··· DATASET EXTRACT ···

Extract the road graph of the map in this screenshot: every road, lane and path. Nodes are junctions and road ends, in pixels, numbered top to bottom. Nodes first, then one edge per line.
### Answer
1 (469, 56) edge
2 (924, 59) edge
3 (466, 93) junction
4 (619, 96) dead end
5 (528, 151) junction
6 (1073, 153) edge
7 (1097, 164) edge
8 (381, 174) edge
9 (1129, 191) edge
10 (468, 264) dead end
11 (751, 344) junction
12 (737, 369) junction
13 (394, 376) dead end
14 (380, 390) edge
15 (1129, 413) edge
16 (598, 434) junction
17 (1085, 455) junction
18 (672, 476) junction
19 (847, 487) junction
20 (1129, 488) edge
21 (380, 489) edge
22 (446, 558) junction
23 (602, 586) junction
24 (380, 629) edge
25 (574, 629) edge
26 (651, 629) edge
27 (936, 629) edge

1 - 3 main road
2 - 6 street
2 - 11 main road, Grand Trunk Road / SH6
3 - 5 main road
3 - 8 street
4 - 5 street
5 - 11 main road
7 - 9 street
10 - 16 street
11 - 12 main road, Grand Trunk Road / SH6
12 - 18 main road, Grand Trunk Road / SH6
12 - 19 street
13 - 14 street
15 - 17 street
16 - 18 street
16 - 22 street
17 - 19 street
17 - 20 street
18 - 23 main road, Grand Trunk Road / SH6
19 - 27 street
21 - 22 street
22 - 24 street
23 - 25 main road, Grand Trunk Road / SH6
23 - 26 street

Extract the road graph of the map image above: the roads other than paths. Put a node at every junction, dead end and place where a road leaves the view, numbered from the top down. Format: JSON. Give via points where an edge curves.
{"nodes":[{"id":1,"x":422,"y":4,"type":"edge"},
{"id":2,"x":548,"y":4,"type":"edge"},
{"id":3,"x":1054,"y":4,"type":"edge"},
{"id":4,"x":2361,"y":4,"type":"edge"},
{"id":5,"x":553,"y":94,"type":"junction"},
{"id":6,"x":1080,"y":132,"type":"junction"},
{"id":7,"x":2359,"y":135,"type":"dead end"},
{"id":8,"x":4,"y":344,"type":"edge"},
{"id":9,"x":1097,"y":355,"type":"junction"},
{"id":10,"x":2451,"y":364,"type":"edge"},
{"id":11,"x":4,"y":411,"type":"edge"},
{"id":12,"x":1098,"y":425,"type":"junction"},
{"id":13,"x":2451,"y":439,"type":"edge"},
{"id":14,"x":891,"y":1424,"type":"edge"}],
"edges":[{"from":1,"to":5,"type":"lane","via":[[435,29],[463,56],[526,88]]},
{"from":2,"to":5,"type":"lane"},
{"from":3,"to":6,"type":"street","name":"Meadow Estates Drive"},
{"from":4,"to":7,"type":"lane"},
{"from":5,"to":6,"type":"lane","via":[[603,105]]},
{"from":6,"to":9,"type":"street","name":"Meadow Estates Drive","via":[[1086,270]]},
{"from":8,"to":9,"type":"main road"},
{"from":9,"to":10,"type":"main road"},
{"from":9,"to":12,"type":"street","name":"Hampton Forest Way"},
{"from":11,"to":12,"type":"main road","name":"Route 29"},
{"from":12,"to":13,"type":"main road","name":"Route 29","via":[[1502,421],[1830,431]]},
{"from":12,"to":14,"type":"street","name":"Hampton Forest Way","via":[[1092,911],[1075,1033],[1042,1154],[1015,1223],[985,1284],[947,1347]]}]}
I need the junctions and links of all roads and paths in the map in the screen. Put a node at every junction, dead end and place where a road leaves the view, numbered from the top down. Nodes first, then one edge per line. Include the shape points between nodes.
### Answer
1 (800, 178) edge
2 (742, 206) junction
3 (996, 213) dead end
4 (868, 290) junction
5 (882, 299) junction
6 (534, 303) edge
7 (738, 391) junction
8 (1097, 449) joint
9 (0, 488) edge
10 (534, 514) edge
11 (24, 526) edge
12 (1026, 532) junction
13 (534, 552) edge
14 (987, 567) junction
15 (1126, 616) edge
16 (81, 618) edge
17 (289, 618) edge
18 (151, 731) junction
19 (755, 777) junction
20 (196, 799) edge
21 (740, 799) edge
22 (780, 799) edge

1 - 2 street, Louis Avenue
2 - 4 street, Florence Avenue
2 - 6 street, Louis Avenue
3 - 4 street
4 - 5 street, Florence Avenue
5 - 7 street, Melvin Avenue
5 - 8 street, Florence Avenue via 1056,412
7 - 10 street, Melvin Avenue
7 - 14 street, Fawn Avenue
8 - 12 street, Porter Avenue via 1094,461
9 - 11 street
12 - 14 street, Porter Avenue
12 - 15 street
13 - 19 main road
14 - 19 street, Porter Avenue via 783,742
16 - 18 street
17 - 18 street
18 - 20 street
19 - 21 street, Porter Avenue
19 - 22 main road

···

■ **ABOUT THIS TASK**: Would you transcribe every entry exactly?

■ **RESPONSE TO THE EXERCISE**:
Extract the road graph of the map in this screenshot: every road, lane and path. Nodes are junctions and road ends, in pixels, numbered top to bottom. Nodes first, then one edge per line.
### Answer
1 (469, 56) edge
2 (924, 59) edge
3 (466, 93) junction
4 (619, 96) dead end
5 (528, 151) junction
6 (1073, 153) edge
7 (1097, 164) edge
8 (381, 174) edge
9 (1129, 191) edge
10 (468, 264) dead end
11 (751, 344) junction
12 (737, 369) junction
13 (394, 376) dead end
14 (380, 390) edge
15 (1129, 413) edge
16 (598, 434) junction
17 (1085, 455) junction
18 (672, 476) junction
19 (847, 487) junction
20 (1129, 488) edge
21 (380, 489) edge
22 (446, 558) junction
23 (602, 586) junction
24 (380, 629) edge
25 (574, 629) edge
26 (651, 629) edge
27 (936, 629) edge

1 - 3 main road
2 - 6 street
2 - 11 main road, Grand Trunk Road / SH6
3 - 5 main road
3 - 8 street
4 - 5 street
5 - 11 main road
7 - 9 street
10 - 16 street
11 - 12 main road, Grand Trunk Road / SH6
12 - 18 main road, Grand Trunk Road / SH6
12 - 19 street
13 - 14 street
15 - 17 street
16 - 18 street
16 - 22 street
17 - 19 street
17 - 20 street
18 - 23 main road, Grand Trunk Road / SH6
19 - 27 street
21 - 22 street
22 - 24 street
23 - 25 main road, Grand Trunk Road / SH6
23 - 26 street

Extract the road graph of the map image above: the roads other than paths. Put a node at every junction, dead end and place where a road leaves the view, numbered from the top down. Format: JSON. Give via points where an edge curves.
{"nodes":[{"id":1,"x":422,"y":4,"type":"edge"},
{"id":2,"x":548,"y":4,"type":"edge"},
{"id":3,"x":1054,"y":4,"type":"edge"},
{"id":4,"x":2361,"y":4,"type":"edge"},
{"id":5,"x":553,"y":94,"type":"junction"},
{"id":6,"x":1080,"y":132,"type":"junction"},
{"id":7,"x":2359,"y":135,"type":"dead end"},
{"id":8,"x":4,"y":344,"type":"edge"},
{"id":9,"x":1097,"y":355,"type":"junction"},
{"id":10,"x":2451,"y":364,"type":"edge"},
{"id":11,"x":4,"y":411,"type":"edge"},
{"id":12,"x":1098,"y":425,"type":"junction"},
{"id":13,"x":2451,"y":439,"type":"edge"},
{"id":14,"x":891,"y":1424,"type":"edge"}],
"edges":[{"from":1,"to":5,"type":"lane","via":[[435,29],[463,56],[526,88]]},
{"from":2,"to":5,"type":"lane"},
{"from":3,"to":6,"type":"street","name":"Meadow Estates Drive"},
{"from":4,"to":7,"type":"lane"},
{"from":5,"to":6,"type":"lane","via":[[603,105]]},
{"from":6,"to":9,"type":"street","name":"Meadow Estates Drive","via":[[1086,270]]},
{"from":8,"to":9,"type":"main road"},
{"from":9,"to":10,"type":"main road"},
{"from":9,"to":12,"type":"street","name":"Hampton Forest Way"},
{"from":11,"to":12,"type":"main road","name":"Route 29"},
{"from":12,"to":13,"type":"main road","name":"Route 29","via":[[1502,421],[1830,431]]},
{"from":12,"to":14,"type":"street","name":"Hampton Forest Way","via":[[1092,911],[1075,1033],[1042,1154],[1015,1223],[985,1284],[947,1347]]}]}
I need the junctions and links of all roads and paths in the map in the screen. Put a node at every junction, dead end and place where a road leaves the view, numbered from the top down. Nodes first, then one edge per line. Include the shape points between nodes.
### Answer
1 (800, 178) edge
2 (742, 206) junction
3 (996, 213) dead end
4 (868, 290) junction
5 (882, 299) junction
6 (534, 303) edge
7 (738, 391) junction
8 (1097, 449) joint
9 (0, 488) edge
10 (534, 514) edge
11 (24, 526) edge
12 (1026, 532) junction
13 (534, 552) edge
14 (987, 567) junction
15 (1126, 616) edge
16 (81, 618) edge
17 (289, 618) edge
18 (151, 731) junction
19 (755, 777) junction
20 (196, 799) edge
21 (740, 799) edge
22 (780, 799) edge

1 - 2 street, Louis Avenue
2 - 4 street, Florence Avenue
2 - 6 street, Louis Avenue
3 - 4 street
4 - 5 street, Florence Avenue
5 - 7 street, Melvin Avenue
5 - 8 street, Florence Avenue via 1056,412
7 - 10 street, Melvin Avenue
7 - 14 street, Fawn Avenue
8 - 12 street, Porter Avenue via 1094,461
9 - 11 street
12 - 14 street, Porter Avenue
12 - 15 street
13 - 19 main road
14 - 19 street, Porter Avenue via 783,742
16 - 18 street
17 - 18 street
18 - 20 street
19 - 21 street, Porter Avenue
19 - 22 main road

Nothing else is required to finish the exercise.